> _RECORDS TO PROCESS_:
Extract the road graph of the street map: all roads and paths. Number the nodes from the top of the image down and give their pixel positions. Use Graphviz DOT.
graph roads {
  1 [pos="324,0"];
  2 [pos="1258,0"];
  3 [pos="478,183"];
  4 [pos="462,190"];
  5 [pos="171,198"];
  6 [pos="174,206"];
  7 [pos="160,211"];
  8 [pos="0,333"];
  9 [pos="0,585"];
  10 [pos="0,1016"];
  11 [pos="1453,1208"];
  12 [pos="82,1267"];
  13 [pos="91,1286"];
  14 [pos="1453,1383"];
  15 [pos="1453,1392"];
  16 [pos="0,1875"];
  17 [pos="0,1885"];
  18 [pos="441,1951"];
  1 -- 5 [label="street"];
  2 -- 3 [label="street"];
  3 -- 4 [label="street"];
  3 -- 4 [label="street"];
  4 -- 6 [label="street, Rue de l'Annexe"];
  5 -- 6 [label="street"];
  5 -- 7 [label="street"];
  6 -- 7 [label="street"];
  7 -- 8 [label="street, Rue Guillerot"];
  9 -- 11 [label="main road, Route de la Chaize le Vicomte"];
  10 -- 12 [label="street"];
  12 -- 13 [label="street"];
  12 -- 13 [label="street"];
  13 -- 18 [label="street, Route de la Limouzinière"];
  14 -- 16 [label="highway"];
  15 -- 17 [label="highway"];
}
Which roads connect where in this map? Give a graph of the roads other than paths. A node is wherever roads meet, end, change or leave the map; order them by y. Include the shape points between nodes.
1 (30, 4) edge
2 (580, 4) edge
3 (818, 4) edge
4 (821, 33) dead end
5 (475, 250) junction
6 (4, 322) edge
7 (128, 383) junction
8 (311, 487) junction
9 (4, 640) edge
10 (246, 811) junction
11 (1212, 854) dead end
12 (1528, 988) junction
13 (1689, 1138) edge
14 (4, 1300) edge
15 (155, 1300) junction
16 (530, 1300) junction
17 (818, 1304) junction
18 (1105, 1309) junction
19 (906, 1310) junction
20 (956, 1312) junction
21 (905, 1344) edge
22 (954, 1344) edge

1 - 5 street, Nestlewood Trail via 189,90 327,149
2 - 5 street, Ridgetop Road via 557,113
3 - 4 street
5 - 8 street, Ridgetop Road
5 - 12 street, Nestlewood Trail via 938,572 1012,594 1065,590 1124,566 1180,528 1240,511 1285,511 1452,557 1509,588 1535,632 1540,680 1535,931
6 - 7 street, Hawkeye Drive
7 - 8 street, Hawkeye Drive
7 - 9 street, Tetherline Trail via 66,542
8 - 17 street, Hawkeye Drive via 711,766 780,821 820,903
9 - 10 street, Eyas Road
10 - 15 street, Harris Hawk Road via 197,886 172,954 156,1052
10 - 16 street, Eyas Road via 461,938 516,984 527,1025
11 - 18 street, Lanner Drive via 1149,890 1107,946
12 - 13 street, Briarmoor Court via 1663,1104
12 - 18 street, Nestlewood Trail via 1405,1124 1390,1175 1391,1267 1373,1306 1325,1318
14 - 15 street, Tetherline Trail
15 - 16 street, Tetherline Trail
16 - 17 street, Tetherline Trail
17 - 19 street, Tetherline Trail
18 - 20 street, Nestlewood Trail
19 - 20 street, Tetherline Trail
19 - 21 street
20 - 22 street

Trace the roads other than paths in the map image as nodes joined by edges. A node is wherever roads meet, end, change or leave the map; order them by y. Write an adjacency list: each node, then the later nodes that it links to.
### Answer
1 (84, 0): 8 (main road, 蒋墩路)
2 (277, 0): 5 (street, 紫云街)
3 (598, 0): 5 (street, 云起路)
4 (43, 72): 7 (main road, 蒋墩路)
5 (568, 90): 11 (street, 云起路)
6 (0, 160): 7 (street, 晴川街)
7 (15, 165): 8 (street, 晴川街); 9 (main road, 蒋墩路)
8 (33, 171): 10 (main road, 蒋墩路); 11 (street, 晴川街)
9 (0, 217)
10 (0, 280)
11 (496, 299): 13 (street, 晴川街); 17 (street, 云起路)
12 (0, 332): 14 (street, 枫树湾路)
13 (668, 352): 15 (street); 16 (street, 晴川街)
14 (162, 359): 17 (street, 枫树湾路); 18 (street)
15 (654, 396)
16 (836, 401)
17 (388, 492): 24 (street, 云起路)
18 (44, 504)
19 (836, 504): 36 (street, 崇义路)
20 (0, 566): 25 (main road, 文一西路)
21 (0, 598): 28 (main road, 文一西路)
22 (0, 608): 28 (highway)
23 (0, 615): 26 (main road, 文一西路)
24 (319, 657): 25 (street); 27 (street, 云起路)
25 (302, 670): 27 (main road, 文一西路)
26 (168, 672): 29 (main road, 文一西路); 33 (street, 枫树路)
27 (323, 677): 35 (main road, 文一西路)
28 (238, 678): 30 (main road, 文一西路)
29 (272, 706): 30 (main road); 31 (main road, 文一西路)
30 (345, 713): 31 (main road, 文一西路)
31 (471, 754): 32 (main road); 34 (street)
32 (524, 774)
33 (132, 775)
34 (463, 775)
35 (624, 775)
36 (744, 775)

> _PROBLEM_: Every line of the material above that includes the string "highway" is required.

> _RESPONSE AREA_:
  14 -- 16 [label="highway"];
  15 -- 17 [label="highway"];
22 (0, 608): 28 (highway)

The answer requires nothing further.